Monday, Aug. 07, 1972
BOTH for the athletes involved and the armchair sportsmen cheering them on, this month's Olympics promise to be a spectacle of truly Olympian proportions. With a field of over 10,000 competitors vying for 364 gold medals, the task of the spectator will be almost as demanding as that of participant, and to help the former, a special Olympics supplement accompanies TIME this week. The product of weeks of reporting and research, the supplement is a preview of whom to watch and what to expect when the Games get under way in Munich. It was assembled under the direction of Senior Editor John T. Elson. The introduction and analysis of the Games were written by Associate Editor Edwin Bolwell. Bolwell, who will be in Munich later this month covering the Games firsthand, was first introduced to the Olympics spectacle 16 years ago. The Games were then in Melbourne, Australia, and Bolwell was a reporter for his home-town Melbourne Herald.
As a newspaperman in Australia, and later in Canada, Bolwell has covered every kind of athletic event from tandem cycling to surfboat racing, and has himself been an active amateur athlete most of his life. A former cricketer, track star and Australian football player, he now concentrates on his aggressive tennis game and on encouraging his ten-year-old son Farley--a prospect, says Bolwell, for the 1980 Olympic swimming team.
"While predictions are a risky business in any sports event," he says, "some Olympic athletes are especially worthy of being watched, win or lose." To find out who, Bolwell called on TIME'S correspondents round the world for a critique of the principal international stars.

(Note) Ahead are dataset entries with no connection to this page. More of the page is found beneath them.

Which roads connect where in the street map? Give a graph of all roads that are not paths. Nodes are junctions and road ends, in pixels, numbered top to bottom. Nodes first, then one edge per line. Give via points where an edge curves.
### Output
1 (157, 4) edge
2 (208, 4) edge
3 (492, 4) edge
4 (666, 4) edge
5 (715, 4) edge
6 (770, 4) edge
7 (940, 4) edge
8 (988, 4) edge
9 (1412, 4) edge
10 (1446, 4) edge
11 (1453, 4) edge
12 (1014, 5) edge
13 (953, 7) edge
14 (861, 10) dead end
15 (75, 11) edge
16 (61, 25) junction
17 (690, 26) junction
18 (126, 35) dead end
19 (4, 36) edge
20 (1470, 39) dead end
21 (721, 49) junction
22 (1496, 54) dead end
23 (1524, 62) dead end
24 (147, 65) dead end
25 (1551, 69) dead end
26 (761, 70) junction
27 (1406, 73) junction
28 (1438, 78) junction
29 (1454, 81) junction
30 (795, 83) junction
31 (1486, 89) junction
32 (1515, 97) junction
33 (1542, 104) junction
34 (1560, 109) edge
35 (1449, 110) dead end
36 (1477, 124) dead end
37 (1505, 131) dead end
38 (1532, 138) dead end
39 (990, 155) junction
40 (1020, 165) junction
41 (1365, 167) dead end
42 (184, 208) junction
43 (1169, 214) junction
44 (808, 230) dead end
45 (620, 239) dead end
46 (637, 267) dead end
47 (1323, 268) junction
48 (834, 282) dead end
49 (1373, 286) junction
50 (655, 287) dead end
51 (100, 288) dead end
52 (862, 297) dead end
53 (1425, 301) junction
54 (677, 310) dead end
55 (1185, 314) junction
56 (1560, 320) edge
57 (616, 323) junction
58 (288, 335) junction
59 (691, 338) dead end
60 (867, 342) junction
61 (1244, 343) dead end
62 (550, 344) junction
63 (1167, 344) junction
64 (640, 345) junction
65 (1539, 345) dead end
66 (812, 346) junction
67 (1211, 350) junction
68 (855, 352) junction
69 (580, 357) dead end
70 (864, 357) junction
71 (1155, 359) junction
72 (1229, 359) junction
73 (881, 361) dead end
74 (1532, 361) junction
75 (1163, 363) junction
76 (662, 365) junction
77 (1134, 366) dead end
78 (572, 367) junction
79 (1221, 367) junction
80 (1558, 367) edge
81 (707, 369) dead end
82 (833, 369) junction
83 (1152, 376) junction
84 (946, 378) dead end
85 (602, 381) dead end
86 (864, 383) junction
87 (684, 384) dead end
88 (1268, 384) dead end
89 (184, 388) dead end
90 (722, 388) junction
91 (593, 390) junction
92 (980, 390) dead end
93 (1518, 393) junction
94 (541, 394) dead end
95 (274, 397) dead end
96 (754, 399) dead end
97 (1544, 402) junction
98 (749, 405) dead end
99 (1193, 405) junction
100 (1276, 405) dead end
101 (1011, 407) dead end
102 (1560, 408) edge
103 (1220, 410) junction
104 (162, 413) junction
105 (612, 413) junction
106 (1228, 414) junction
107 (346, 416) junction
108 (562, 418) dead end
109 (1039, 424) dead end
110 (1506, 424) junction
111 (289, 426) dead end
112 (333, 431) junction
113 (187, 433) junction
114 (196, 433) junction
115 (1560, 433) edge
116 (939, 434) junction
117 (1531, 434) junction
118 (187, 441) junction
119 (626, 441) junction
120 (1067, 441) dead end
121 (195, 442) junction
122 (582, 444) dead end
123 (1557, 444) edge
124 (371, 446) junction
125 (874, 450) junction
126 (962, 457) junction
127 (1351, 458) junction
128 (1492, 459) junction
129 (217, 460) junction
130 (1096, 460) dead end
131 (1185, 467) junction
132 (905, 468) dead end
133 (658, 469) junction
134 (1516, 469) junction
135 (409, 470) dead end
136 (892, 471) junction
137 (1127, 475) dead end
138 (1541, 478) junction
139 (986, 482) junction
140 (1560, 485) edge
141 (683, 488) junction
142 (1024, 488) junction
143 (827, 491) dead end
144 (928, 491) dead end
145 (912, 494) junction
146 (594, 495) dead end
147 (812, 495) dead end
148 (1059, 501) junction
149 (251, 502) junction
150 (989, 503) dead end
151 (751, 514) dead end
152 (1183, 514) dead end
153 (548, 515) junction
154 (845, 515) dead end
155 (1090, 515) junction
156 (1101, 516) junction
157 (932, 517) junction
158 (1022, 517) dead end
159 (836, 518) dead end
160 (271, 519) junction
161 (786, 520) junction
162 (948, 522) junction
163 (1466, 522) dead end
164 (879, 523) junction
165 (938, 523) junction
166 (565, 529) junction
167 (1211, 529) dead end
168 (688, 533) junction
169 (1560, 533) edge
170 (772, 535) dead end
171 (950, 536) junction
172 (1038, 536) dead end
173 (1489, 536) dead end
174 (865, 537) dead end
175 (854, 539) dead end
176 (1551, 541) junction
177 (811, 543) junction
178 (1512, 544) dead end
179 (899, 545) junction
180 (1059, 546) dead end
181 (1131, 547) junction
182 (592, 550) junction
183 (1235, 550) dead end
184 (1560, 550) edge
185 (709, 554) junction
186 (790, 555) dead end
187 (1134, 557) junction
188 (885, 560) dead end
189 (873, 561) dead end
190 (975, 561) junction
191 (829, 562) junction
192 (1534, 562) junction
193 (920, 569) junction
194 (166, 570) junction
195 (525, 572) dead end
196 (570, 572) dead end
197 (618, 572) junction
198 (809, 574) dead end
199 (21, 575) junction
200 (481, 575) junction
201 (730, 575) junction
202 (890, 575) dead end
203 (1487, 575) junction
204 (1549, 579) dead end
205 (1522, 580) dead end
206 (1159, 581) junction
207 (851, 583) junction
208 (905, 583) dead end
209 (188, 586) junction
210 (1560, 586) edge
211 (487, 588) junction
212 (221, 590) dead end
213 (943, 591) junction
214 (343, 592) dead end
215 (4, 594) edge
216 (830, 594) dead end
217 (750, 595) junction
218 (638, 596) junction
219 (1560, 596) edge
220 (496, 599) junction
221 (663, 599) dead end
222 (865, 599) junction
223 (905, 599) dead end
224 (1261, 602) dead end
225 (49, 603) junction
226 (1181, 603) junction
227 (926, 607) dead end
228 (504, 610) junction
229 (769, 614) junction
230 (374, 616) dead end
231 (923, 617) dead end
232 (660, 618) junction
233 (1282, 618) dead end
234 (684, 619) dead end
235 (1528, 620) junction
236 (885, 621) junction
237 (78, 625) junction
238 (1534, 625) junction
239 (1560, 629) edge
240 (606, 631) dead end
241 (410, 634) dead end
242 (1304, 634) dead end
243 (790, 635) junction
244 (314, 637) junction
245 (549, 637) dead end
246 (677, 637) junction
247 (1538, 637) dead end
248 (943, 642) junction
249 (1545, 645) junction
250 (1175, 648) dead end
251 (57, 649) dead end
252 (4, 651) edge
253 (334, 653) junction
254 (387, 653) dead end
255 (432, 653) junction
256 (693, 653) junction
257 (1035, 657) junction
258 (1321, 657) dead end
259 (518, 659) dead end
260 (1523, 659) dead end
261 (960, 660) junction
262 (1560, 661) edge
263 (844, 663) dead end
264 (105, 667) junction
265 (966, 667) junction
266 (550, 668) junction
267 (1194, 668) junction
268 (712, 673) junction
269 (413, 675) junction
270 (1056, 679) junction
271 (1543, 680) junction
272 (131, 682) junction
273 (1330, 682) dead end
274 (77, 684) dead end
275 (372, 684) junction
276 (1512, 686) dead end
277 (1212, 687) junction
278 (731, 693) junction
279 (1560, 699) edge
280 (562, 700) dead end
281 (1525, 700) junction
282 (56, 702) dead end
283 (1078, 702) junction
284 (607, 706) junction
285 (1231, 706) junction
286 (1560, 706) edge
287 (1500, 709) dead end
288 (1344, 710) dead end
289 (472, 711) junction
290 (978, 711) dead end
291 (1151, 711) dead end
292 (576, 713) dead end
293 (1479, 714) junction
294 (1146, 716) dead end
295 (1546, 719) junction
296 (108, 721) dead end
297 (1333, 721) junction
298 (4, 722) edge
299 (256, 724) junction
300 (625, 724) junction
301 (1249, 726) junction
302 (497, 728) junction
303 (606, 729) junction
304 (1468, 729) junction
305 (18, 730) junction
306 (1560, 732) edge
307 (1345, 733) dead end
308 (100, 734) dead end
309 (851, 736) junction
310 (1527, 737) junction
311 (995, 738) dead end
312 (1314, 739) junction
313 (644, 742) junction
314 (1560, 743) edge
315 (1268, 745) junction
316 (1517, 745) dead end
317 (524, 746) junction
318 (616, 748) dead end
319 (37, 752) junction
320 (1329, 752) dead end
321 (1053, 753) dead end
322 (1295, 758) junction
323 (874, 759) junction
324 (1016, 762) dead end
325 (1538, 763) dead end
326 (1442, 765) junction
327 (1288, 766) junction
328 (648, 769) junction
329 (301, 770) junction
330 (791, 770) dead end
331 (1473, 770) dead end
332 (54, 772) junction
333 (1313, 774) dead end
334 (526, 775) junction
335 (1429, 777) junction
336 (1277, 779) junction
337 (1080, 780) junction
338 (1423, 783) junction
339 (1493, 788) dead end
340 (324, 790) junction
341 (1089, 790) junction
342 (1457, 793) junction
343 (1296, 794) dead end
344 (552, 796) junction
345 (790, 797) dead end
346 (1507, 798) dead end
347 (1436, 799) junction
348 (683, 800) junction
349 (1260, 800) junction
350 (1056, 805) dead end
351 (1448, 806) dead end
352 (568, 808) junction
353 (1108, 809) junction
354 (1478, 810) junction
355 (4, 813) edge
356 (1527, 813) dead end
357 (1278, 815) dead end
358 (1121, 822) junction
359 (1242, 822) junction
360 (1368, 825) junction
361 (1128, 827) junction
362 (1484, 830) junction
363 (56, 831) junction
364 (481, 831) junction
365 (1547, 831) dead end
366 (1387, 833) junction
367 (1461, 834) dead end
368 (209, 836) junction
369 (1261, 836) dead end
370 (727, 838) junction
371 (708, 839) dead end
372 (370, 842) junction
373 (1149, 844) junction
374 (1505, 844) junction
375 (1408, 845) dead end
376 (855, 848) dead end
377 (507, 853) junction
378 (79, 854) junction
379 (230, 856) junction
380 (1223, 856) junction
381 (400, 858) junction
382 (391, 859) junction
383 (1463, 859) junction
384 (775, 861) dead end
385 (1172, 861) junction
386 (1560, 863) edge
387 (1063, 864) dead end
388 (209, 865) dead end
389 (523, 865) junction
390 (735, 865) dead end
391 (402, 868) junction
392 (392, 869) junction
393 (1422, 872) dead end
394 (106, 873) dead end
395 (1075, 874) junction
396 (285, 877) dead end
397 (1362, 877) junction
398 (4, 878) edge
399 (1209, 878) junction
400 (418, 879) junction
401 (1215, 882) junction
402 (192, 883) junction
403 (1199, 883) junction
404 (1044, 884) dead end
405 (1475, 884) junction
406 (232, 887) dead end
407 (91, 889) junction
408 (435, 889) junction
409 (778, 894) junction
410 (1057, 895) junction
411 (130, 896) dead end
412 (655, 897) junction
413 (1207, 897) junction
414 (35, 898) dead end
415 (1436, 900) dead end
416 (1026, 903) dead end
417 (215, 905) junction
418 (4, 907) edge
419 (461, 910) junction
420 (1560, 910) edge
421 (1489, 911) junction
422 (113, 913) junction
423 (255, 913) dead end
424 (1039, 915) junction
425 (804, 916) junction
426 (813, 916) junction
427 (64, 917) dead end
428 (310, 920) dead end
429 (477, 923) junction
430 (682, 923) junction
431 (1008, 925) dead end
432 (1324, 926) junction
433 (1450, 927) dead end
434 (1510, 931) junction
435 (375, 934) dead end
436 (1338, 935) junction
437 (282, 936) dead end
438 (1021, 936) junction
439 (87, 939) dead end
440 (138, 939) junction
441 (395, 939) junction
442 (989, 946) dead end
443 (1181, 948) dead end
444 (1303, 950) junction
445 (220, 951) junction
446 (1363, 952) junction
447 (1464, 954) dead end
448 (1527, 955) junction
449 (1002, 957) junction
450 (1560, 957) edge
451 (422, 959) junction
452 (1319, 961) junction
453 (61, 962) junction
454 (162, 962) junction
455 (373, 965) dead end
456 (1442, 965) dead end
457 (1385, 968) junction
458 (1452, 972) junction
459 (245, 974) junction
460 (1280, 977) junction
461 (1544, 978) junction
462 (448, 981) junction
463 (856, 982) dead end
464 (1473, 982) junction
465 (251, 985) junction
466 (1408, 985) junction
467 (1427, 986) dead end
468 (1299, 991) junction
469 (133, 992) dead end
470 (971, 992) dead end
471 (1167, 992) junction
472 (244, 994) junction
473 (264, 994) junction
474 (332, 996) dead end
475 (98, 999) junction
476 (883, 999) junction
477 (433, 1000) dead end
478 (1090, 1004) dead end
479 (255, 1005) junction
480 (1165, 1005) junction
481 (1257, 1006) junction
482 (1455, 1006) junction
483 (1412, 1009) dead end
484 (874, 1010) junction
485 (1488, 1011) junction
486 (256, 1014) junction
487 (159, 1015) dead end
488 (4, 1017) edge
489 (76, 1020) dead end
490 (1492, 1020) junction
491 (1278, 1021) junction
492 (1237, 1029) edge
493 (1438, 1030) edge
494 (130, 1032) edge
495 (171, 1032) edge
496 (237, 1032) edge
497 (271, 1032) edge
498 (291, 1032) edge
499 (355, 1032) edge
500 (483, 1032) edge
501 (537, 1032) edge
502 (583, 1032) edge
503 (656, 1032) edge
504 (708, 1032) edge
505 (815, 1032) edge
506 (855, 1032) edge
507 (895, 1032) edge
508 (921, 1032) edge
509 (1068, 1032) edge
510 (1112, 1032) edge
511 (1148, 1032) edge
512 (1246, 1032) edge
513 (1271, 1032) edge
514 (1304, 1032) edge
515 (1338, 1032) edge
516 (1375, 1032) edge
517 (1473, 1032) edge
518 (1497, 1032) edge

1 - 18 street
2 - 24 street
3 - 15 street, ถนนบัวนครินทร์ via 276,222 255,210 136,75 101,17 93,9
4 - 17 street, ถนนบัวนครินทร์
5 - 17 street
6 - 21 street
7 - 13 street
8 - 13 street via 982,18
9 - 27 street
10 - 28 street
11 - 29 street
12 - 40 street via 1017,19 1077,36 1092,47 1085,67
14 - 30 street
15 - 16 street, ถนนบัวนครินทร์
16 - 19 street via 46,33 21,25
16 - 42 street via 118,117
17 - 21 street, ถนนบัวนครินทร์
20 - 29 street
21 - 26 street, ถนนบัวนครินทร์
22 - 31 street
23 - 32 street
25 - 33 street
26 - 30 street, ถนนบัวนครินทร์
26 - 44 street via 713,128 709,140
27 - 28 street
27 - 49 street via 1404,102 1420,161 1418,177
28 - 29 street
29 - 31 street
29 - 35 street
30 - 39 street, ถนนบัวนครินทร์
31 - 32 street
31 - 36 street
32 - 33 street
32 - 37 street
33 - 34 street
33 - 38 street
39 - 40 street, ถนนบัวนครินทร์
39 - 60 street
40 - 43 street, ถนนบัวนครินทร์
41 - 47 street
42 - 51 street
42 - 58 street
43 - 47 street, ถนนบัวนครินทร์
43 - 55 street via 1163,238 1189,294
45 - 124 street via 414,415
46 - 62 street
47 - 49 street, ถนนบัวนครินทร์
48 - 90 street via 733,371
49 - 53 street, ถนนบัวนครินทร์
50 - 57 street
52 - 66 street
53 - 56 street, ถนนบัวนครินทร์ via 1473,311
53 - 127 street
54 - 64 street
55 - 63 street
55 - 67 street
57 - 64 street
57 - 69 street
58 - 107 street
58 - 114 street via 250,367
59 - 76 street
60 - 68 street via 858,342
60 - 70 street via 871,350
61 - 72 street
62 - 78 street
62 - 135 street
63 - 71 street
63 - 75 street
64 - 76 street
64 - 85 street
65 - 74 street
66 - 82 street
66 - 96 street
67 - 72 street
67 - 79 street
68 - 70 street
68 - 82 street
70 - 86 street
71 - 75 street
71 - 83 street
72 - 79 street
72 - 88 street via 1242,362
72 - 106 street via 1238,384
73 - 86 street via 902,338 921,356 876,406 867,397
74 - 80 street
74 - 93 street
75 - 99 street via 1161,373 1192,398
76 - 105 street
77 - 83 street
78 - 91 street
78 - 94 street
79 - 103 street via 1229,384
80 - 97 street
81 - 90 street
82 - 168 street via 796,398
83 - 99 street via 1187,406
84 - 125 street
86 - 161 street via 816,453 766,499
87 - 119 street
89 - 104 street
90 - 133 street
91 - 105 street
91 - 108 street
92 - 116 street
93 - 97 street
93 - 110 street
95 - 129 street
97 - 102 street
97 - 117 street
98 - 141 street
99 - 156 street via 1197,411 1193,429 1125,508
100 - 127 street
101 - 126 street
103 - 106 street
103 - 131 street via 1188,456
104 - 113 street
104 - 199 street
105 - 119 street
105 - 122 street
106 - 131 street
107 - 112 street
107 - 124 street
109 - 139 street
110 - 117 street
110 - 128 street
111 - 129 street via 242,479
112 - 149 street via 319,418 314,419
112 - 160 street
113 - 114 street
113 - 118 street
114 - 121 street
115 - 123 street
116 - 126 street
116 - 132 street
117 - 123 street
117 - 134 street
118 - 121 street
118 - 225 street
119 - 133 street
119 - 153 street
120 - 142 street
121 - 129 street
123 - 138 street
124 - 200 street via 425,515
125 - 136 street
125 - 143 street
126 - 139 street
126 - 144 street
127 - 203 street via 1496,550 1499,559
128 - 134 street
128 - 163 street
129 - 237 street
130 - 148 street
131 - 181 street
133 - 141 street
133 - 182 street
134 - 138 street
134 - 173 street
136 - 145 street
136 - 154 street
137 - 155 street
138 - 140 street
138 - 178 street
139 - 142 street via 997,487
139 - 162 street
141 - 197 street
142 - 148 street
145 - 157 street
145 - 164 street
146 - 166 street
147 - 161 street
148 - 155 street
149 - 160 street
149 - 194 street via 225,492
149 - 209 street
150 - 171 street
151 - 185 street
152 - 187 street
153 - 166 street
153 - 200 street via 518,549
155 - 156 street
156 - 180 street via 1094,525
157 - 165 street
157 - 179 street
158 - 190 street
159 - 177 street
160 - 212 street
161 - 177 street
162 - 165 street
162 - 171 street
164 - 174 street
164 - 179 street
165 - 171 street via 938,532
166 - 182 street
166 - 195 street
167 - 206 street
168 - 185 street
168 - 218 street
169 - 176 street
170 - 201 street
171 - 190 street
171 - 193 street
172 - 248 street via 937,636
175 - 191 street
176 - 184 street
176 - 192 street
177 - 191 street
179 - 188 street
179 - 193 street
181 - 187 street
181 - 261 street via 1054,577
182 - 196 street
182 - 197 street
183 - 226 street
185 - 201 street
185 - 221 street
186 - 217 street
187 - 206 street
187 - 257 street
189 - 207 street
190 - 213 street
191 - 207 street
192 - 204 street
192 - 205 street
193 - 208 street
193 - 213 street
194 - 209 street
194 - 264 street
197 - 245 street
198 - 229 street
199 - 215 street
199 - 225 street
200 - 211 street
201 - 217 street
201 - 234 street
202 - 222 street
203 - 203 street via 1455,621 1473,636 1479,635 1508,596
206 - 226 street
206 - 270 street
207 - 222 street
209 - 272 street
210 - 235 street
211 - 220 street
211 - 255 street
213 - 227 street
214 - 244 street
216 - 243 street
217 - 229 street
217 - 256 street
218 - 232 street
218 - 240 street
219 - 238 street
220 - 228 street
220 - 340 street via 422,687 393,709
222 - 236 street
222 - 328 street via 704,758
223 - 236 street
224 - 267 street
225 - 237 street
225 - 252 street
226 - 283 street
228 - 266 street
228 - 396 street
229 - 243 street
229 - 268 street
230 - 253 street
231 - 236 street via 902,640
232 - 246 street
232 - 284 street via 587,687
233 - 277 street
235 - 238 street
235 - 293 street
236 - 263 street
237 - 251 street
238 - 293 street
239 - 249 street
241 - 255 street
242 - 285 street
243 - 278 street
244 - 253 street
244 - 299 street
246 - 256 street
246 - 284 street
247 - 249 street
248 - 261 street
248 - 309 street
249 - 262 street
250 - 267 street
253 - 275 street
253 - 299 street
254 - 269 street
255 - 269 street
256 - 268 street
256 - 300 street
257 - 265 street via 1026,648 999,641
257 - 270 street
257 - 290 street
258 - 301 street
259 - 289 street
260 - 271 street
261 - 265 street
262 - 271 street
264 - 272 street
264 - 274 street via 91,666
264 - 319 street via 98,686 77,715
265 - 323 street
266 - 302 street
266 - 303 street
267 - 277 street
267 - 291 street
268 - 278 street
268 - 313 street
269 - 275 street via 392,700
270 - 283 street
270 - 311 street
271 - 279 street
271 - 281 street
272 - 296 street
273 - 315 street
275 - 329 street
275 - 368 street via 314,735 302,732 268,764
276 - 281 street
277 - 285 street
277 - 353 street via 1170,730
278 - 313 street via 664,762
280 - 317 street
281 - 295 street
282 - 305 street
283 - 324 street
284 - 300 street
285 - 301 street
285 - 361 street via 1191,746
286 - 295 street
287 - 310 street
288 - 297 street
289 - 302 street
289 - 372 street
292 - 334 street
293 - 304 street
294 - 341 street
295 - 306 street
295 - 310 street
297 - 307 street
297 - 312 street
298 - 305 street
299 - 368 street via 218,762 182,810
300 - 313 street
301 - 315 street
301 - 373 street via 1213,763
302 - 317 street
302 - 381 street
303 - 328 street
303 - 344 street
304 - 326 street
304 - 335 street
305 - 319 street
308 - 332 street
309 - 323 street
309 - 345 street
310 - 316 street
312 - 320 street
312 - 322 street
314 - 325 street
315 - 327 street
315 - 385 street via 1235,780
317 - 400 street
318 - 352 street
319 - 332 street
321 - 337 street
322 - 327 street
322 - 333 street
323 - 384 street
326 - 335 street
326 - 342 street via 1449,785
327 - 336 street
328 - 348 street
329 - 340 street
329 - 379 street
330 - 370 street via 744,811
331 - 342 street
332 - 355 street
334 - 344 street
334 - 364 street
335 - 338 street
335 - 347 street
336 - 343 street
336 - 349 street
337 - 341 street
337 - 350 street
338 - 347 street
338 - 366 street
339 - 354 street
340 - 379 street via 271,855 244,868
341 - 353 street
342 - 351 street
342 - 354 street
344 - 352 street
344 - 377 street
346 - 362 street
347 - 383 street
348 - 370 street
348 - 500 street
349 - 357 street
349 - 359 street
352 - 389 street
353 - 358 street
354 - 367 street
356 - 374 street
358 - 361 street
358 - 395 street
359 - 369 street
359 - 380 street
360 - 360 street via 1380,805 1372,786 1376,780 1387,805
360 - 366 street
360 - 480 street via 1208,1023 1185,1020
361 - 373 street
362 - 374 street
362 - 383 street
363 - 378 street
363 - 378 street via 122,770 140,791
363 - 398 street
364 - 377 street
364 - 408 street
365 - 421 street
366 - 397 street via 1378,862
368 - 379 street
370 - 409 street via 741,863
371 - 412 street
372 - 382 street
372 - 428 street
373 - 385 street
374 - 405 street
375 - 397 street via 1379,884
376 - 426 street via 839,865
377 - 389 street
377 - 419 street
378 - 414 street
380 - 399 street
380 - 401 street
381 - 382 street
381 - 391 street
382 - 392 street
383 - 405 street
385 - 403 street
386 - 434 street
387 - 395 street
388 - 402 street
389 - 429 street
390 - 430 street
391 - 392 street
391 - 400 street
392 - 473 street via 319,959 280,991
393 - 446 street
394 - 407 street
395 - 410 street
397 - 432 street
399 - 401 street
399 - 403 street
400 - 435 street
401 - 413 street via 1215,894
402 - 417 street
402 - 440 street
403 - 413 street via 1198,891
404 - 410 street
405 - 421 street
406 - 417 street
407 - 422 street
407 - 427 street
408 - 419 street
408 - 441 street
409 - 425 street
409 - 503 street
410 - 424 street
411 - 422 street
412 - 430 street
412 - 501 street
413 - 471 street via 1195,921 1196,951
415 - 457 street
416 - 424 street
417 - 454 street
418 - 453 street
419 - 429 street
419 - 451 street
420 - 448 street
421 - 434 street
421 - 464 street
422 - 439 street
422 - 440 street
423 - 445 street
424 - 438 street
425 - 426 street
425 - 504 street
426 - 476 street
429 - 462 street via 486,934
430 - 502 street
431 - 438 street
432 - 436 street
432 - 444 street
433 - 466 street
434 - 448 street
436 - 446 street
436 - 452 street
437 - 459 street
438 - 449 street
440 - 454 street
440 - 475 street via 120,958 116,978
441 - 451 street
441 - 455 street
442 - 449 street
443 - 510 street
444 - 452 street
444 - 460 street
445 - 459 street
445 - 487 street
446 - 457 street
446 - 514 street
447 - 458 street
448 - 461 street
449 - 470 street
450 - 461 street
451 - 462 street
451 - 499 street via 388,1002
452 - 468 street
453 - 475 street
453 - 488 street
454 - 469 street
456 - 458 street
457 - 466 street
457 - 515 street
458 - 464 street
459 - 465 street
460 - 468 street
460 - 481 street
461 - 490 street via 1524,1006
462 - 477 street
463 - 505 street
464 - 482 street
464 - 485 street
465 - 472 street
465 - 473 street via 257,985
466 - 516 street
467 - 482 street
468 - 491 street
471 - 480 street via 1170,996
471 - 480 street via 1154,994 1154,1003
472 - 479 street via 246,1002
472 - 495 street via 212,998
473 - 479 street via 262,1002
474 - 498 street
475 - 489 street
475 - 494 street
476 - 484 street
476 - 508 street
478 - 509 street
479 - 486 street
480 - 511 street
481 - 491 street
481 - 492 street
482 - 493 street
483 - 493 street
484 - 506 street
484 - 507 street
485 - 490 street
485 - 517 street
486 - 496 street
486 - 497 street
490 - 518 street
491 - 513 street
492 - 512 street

The job of evaluating the U.S. stars fell to Reporter-Researcher Paul Witteman, who spent long days and late nights tracking down U.S. Olympic team officials for their views. It was an assignment that demanded its own brand of agility.
Not even some Olympic officials knew the name of the coach of the U.S. water-polo team, and it was days before Witteman tracked down Art Lambert at DeAnza College in Cupertino, Calif. The rowing coach, Harry Parker of Harvard, was reached on a phone in the Dartmouth College boathouse. "I have learned more about the Olympics in the past month," says Witteman, "than I ever dreamed I would know."
To capture the atmosphere of the Games' setting, European Correspondent Jesse Birnbaum spent more than two weeks in Munich last month. Birnbaum, whose first trip to the city was under far less pleasurable circumstances--as a member of an Eighth Air Force B-17 bomber crew during World War II--returned now as a tourist and talked at length to businessmen, artists, actresses, politicians and students. His impressions provide ambience and a vicarious sensation of a city that for 16 days will be the sports capital of the world.